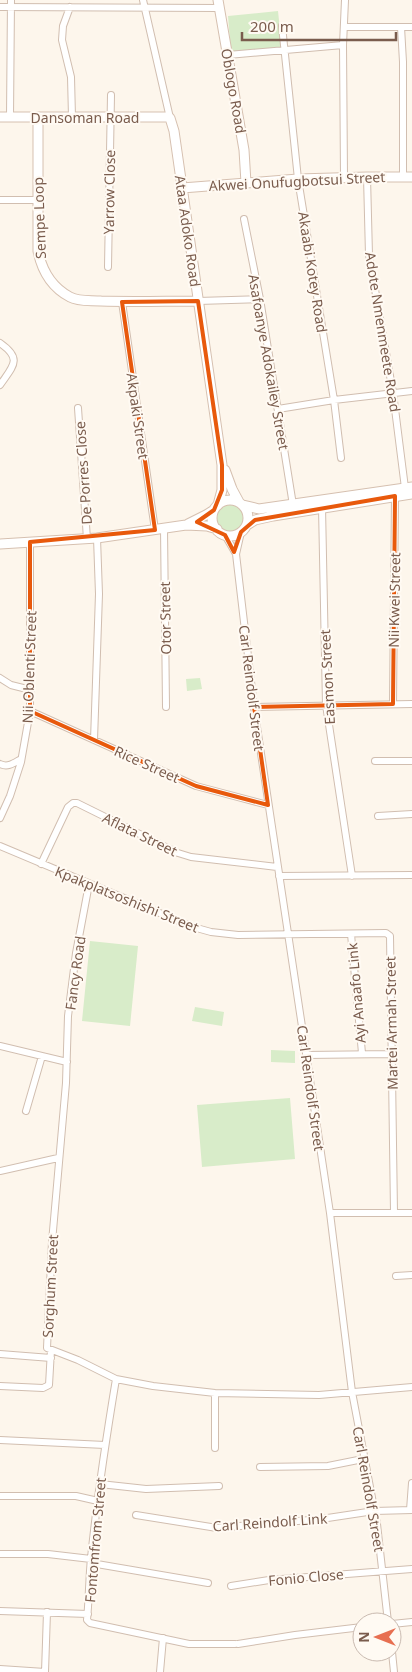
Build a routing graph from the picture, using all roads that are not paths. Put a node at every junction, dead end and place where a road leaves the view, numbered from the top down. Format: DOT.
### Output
graph roads {
  1 [pos="143,0"];
  2 [pos="345,0"];
  3 [pos="11,3"];
  4 [pos="51,3"];
  5 [pos="90,3"];
  6 [pos="218,4"];
  7 [pos="0,7"];
  8 [pos="70,7"];
  9 [pos="145,7"];
  10 [pos="282,26"];
  11 [pos="344,26"];
  12 [pos="412,26"];
  13 [pos="401,27"];
  14 [pos="343,45"];
  15 [pos="285,51"];
  16 [pos="228,55"];
  17 [pos="111,95"];
  18 [pos="0,117"];
  19 [pos="10,117"];
  20 [pos="110,117"];
  21 [pos="38,118"];
  22 [pos="72,118"];
  23 [pos="170,118"];
  24 [pos="344,177"];
  25 [pos="367,177"];
  26 [pos="407,177"];
  27 [pos="298,179"];
  28 [pos="246,182"];
  29 [pos="182,188"];
  30 [pos="0,200"];
  31 [pos="37,200"];
  32 [pos="244,219"];
  33 [pos="108,267"];
  34 [pos="260,299"];
  35 [pos="198,301"];
  36 [pos="122,302"];
  37 [pos="0,343"];
  38 [pos="0,385"];
  39 [pos="412,391"];
  40 [pos="393,393"];
  41 [pos="334,400"];
  42 [pos="78,408"];
  43 [pos="278,409"];
  44 [pos="340,458"];
  45 [pos="222,465"];
  46 [pos="410,489"];
  47 [pos="395,496"];
  48 [pos="241,503"];
  49 [pos="293,505"];
  50 [pos="216,507"];
  51 [pos="322,508"];
  52 [pos="186,525"];
  53 [pos="159,529"];
  54 [pos="244,529"];
  55 [pos="221,532"];
  56 [pos="92,538"];
  57 [pos="30,542"];
  58 [pos="0,544"];
  59 [pos="236,554"];
  60 [pos="0,678"];
  61 [pos="31,690"];
  62 [pos="393,704"];
  63 [pos="412,704"];
  64 [pos="326,705"];
  65 [pos="166,707"];
  66 [pos="254,707"];
  67 [pos="30,711"];
  68 [pos="94,740"];
  69 [pos="21,759"];
  70 [pos="375,761"];
  71 [pos="412,761"];
  72 [pos="0,764"];
  73 [pos="268,805"];
  74 [pos="412,814"];
  75 [pos="378,816"];
  76 [pos="0,818"];
  77 [pos="0,846"];
  78 [pos="41,864"];
  79 [pos="277,867"];
  80 [pos="412,875"];
  81 [pos="279,876"];
  82 [pos="352,876"];
  83 [pos="89,884"];
  84 [pos="351,934"];
  85 [pos="288,935"];
  86 [pos="0,1046"];
  87 [pos="362,1053"];
  88 [pos="392,1054"];
  89 [pos="306,1055"];
  90 [pos="42,1056"];
  91 [pos="66,1062"];
  92 [pos="26,1110"];
  93 [pos="58,1158"];
  94 [pos="0,1171"];
  95 [pos="394,1212"];
  96 [pos="330,1213"];
  97 [pos="412,1213"];
  98 [pos="412,1275"];
  99 [pos="396,1276"];
  100 [pos="0,1354"];
  101 [pos="51,1354"];
  102 [pos="116,1379"];
  103 [pos="0,1386"];
  104 [pos="412,1387"];
  105 [pos="352,1392"];
  106 [pos="215,1393"];
  107 [pos="0,1440"];
  108 [pos="105,1445"];
  109 [pos="215,1448"];
  110 [pos="363,1459"];
  111 [pos="260,1468"];
  112 [pos="412,1483"];
  113 [pos="100,1484"];
  114 [pos="219,1486"];
  115 [pos="0,1496"];
  116 [pos="98,1501"];
  117 [pos="411,1510"];
  118 [pos="374,1511"];
  119 [pos="136,1515"];
  120 [pos="0,1554"];
  121 [pos="91,1561"];
  122 [pos="412,1569"];
  123 [pos="382,1571"];
  124 [pos="208,1583"];
  125 [pos="231,1586"];
  126 [pos="0,1611"];
  127 [pos="47,1612"];
  128 [pos="387,1612"];
  129 [pos="88,1614"];
  130 [pos="352,1628"];
  131 [pos="163,1638"];
  132 [pos="0,1669"];
  133 [pos="45,1672"];
  134 [pos="160,1672"];
  1 -- 9 [label="street, Ataa Adoko Road"];
  2 -- 11 [label="street"];
  3 -- 4 [label="street"];
  3 -- 7 [label="street"];
  3 -- 19 [label="street"];
  4 -- 8 [label="street"];
  5 -- 8 [label="street"];
  5 -- 9 [label="street"];
  6 -- 9 [label="street"];
  6 -- 16 [label="main road, Oblogo Road"];
  8 -- 22 [label="street"];
  9 -- 23 [label="street, Ataa Adoko Road"];
  10 -- 15 [label="street, Akaabi Kotey Road"];
  11 -- 13 [label="street"];
  11 -- 14 [label="street"];
  12 -- 13 [label="street"];
  13 -- 26 [label="street"];
  14 -- 15 [label="street"];
  14 -- 24 [label="street"];
  15 -- 16 [label="street"];
  15 -- 27 [label="street, Akaabi Kotey Road"];
  16 -- 28 [label="main road, Oblogo Road"];
  17 -- 20 [label="street, Yarrow Close"];
  18 -- 19 [label="main road, Dansoman Road"];
  19 -- 21 [label="main road, Dansoman Road"];
  20 -- 22 [label="main road, Dansoman Road"];
  20 -- 23 [label="main road, Dansoman Road"];
  20 -- 33 [label="street, Yarrow Close"];
  21 -- 22 [label="main road, Dansoman Road"];
  21 -- 31 [label="main road, Sempe Loop"];
  23 -- 29 [label="main road, Ataa Adoko Road"];
  24 -- 25 [label="main road, Akwei Onufugbotsui Street"];
  24 -- 27 [label="main road, Akwei Onufugbotsui Street"];
  25 -- 26 [label="main road, Akwei Onufugbotsui Street"];
  25 -- 40 [label="street, Adote Nmenmeete Road"];
  27 -- 28 [label="main road, Akwei Onufugbotsui Street"];
  27 -- 41 [label="street, Akaabi Kotey Road"];
  28 -- 29 [label="main road, Akwei Onufugbotsui Street"];
  29 -- 35 [label="main road, Ataa Adoko Road"];
  30 -- 31 [label="street"];
  31 -- 36 [label="main road, Sempe Loop"];
  32 -- 34 [label="street, Asafoanye Adokailey Street"];
  34 -- 35 [label="street"];
  34 -- 43 [label="street, Asafoanye Adokailey Street"];
  35 -- 36 [label="main road, Sempe Loop"];
  35 -- 45 [label="main road, Ataa Adoko Road"];
  36 -- 53 [label="street, Akpaki Street"];
  37 -- 38 [label="street"];
  39 -- 40 [label="street"];
  40 -- 41 [label="street"];
  40 -- 46 [label="street, Adote Nmenmeete Road"];
  41 -- 43 [label="street"];
  41 -- 44 [label="street, Akaabi Kotey Road"];
  42 -- 56 [label="street, De Porres Close"];
  43 -- 49 [label="street, Asafoanye Adokailey Street"];
  45 -- 48 [label="main road, Ataa Adoko Road"];
  45 -- 50 [label="main road, Ataa Adoko Road"];
  46 -- 47 [label="main road"];
  46 -- 49 [label="main road"];
  47 -- 51 [label="main road"];
  47 -- 62 [label="street, Nii Kwei Street"];
  48 -- 49 [label="main road"];
  48 -- 50 [label="main road"];
  48 -- 54 [label="main road"];
  50 -- 52 [label="main road"];
  50 -- 55 [label="main road"];
  51 -- 54 [label="main road"];
  51 -- 64 [label="street, Easmon Street"];
  52 -- 53 [label="main road"];
  52 -- 55 [label="main road"];
  53 -- 56 [label="main road"];
  53 -- 65 [label="street, Otor Street"];
  54 -- 55 [label="main road"];
  54 -- 59 [label="street, Carl Reindolf Street"];
  55 -- 59 [label="street, Carl Reindolf Street"];
  56 -- 57 [label="main road"];
  56 -- 68 [label="street"];
  57 -- 58 [label="main road"];
  57 -- 61 [label="street, Nii Oblenti Street"];
  59 -- 66 [label="street, Carl Reindolf Street"];
  60 -- 61 [label="street"];
  61 -- 67 [label="street, Nii Oblenti Street"];
  62 -- 63 [label="street"];
  62 -- 64 [label="street"];
  64 -- 66 [label="street"];
  64 -- 82 [label="street, Easmon Street"];
  66 -- 73 [label="street, Carl Reindolf Street"];
  67 -- 68 [label="street, Rice Street"];
  67 -- 69 [label="street, Nii Oblenti Street"];
  68 -- 73 [label="street, Rice Street"];
  69 -- 72 [label="street"];
  69 -- 76 [label="street, Nii Oblenti Street"];
  70 -- 71 [label="street"];
  73 -- 79 [label="street, Carl Reindolf Street"];
  74 -- 75 [label="street"];
  77 -- 78 [label="street, Kpakplatsoshishi Street"];
  78 -- 79 [label="street, Aflata Street"];
  78 -- 83 [label="street, Kpakplatsoshishi Street"];
  79 -- 81 [label="street, Carl Reindolf Street"];
  80 -- 82 [label="street"];
  81 -- 82 [label="street"];
  81 -- 85 [label="street, Carl Reindolf Street"];
  83 -- 85 [label="street, Kpakplatsoshishi Street"];
  83 -- 91 [label="street, Fancy Road"];
  84 -- 85 [label="street, Martei Armah Street"];
  84 -- 87 [label="street, Ayi Anaafo Link"];
  84 -- 88 [label="street, Martei Armah Street"];
  85 -- 89 [label="street, Carl Reindolf Street"];
  86 -- 90 [label="street"];
  87 -- 88 [label="street"];
  87 -- 89 [label="street"];
  88 -- 95 [label="street, Martei Armah Street"];
  89 -- 96 [label="street, Carl Reindolf Street"];
  90 -- 91 [label="street"];
  90 -- 92 [label="street"];
  91 -- 93 [label="street, Sorghum Street"];
  93 -- 94 [label="street"];
  93 -- 101 [label="street, Sorghum Street"];
  95 -- 96 [label="street"];
  95 -- 97 [label="street"];
  96 -- 105 [label="street, Carl Reindolf Street"];
  98 -- 99 [label="street"];
  100 -- 101 [label="street"];
  101 -- 102 [label="street, Sorghum Street"];
  101 -- 103 [label="street"];
  102 -- 106 [label="street, Sorghum Street"];
  102 -- 108 [label="street, Fontomfrom Street"];
  104 -- 105 [label="street, Sorghum Street"];
  105 -- 106 [label="street, Sorghum Street"];
  105 -- 110 [label="street, Carl Reindolf Street"];
  106 -- 109 [label="street"];
  107 -- 108 [label="street"];
  108 -- 113 [label="street, Fontomfrom Street"];
  110 -- 111 [label="street"];
  110 -- 118 [label="street, Carl Reindolf Street"];
  112 -- 117 [label="street"];
  113 -- 114 [label="street"];
  113 -- 116 [label="street, Fontomfrom Street"];
  115 -- 116 [label="street"];
  116 -- 121 [label="street, Fontomfrom Street"];
  117 -- 118 [label="street, Carl Reindolf Link"];
  118 -- 119 [label="street, Carl Reindolf Link"];
  118 -- 123 [label="street, Carl Reindolf Street"];
  120 -- 121 [label="street"];
  121 -- 124 [label="street"];
  121 -- 129 [label="street, Fontomfrom Street"];
  122 -- 123 [label="street, Fonio Close"];
  123 -- 125 [label="street, Fonio Close"];
  123 -- 128 [label="street, Carl Reindolf Street"];
  126 -- 127 [label="street, Fontomfrom Street"];
  127 -- 129 [label="street, Fontomfrom Street"];
  127 -- 133 [label="street"];
  129 -- 131 [label="street"];
  130 -- 131 [label="street"];
  131 -- 134 [label="street"];
  132 -- 133 [label="street"];
}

===============

WHAT YOU HAVE TO DO
Search the data for "Adoko". Copy every line that has it.

YOUR SOLUTION
  1 -- 9 [label="street, Ataa Adoko Road"];
  9 -- 23 [label="street, Ataa Adoko Road"];
  23 -- 29 [label="main road, Ataa Adoko Road"];
  29 -- 35 [label="main road, Ataa Adoko Road"];
  35 -- 45 [label="main road, Ataa Adoko Road"];
  45 -- 48 [label="main road, Ataa Adoko Road"];
  45 -- 50 [label="main road, Ataa Adoko Road"];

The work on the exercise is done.